Across all the lines of the following material, count those that include the word "Loop" and give only the result.
········
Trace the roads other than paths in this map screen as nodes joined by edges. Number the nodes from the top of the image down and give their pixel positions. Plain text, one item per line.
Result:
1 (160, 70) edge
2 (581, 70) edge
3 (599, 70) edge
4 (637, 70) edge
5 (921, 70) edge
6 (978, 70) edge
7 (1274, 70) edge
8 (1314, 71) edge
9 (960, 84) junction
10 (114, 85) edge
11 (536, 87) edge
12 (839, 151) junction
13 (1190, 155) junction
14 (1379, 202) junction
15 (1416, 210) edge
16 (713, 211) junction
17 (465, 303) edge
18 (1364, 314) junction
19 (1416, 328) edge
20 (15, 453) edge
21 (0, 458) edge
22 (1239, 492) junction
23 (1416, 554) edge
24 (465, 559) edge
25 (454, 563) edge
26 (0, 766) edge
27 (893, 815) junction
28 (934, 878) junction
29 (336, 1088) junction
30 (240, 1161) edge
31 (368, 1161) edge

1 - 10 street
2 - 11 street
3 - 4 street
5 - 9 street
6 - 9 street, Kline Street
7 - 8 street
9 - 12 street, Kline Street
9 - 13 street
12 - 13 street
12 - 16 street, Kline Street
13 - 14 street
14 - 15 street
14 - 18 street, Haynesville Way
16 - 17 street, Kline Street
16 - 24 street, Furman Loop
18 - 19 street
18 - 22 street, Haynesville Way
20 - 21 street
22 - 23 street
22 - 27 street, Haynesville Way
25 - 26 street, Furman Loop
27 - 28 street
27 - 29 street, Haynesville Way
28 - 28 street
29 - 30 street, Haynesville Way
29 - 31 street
········
__Written solution__
2